The answer must consist solely of the lines below starting at the one containing "Write the network" and ending at the one containing "Road topology of", repeated exactly, with both ends included and all pictures omitted.

* _RECORD EXTRACTS_
[Start of section]

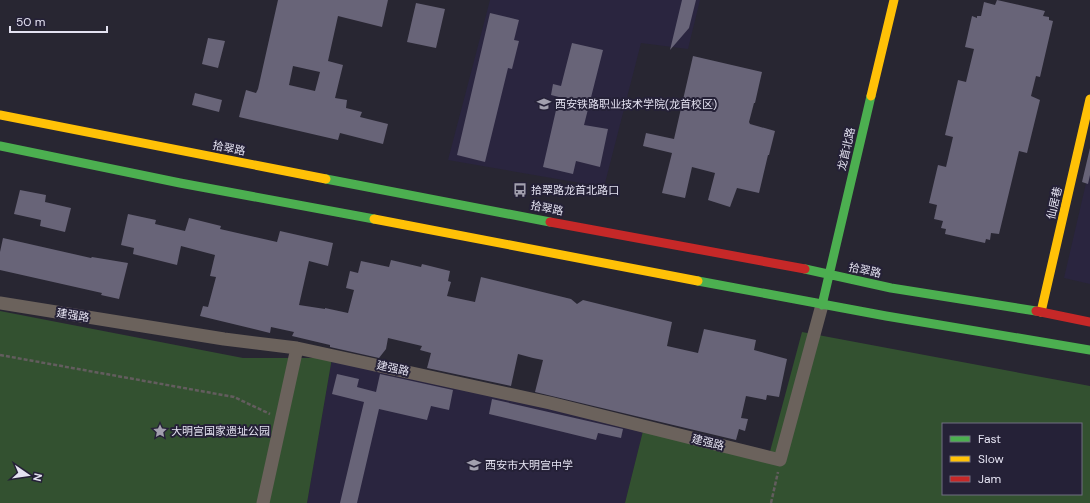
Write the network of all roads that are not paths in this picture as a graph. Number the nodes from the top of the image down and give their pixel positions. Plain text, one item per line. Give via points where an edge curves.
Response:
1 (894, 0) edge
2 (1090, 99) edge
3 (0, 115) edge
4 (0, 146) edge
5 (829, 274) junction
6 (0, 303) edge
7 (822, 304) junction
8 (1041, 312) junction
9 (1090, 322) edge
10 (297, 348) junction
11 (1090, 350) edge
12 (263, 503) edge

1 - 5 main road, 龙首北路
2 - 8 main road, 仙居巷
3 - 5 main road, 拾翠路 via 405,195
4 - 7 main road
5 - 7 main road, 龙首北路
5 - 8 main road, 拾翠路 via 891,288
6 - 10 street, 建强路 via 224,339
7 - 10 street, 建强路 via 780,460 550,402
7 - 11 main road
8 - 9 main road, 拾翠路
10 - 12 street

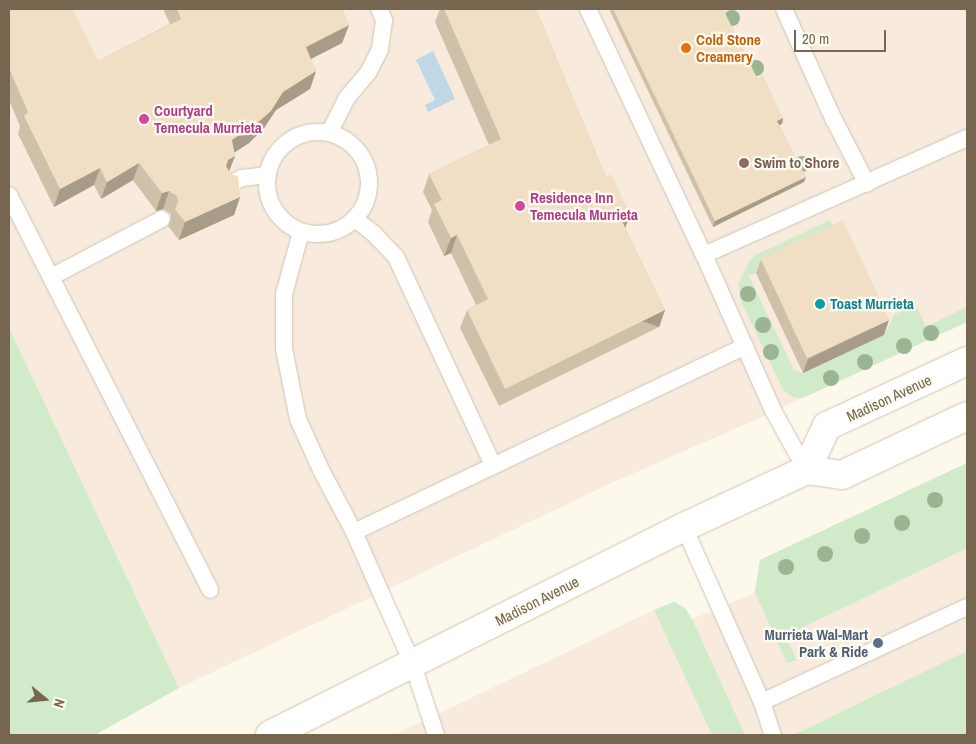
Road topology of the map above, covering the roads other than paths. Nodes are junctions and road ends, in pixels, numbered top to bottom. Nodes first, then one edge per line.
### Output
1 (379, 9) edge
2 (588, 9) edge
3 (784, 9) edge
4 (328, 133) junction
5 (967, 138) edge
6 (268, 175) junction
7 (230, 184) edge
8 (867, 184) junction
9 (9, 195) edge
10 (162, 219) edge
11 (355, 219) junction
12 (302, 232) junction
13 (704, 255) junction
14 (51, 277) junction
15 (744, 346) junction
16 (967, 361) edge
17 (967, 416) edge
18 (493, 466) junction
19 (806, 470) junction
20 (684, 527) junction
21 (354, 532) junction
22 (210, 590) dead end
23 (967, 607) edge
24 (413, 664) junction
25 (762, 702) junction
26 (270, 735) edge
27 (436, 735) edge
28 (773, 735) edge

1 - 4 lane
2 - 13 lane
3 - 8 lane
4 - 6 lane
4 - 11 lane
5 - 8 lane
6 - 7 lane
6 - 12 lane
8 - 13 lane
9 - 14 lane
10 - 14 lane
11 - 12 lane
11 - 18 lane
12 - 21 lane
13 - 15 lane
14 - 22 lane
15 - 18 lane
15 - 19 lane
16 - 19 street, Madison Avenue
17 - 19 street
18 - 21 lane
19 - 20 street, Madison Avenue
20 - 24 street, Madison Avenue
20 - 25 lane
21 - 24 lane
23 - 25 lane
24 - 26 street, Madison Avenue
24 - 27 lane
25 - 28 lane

[End of section]
[Start of section]

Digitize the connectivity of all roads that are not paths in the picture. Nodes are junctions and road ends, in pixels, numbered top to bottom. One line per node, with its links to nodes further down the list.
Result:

[End of section]

* _SOLVED PROBLEM_
Write the network of all roads that are not paths in this picture as a graph. Number the nodes from the top of the image down and give their pixel positions. Plain text, one item per line. Give via points where an edge curves.
Response:
1 (894, 0) edge
2 (1090, 99) edge
3 (0, 115) edge
4 (0, 146) edge
5 (829, 274) junction
6 (0, 303) edge
7 (822, 304) junction
8 (1041, 312) junction
9 (1090, 322) edge
10 (297, 348) junction
11 (1090, 350) edge
12 (263, 503) edge

1 - 5 main road, 龙首北路
2 - 8 main road, 仙居巷
3 - 5 main road, 拾翠路 via 405,195
4 - 7 main road
5 - 7 main road, 龙首北路
5 - 8 main road, 拾翠路 via 891,288
6 - 10 street, 建强路 via 224,339
7 - 10 street, 建强路 via 780,460 550,402
7 - 11 main road
8 - 9 main road, 拾翠路
10 - 12 street

Road topology of the map above, covering the roads other than paths. Nodes are junctions and road ends, in pixels, numbered top to bottom. Nodes first, then one edge per line.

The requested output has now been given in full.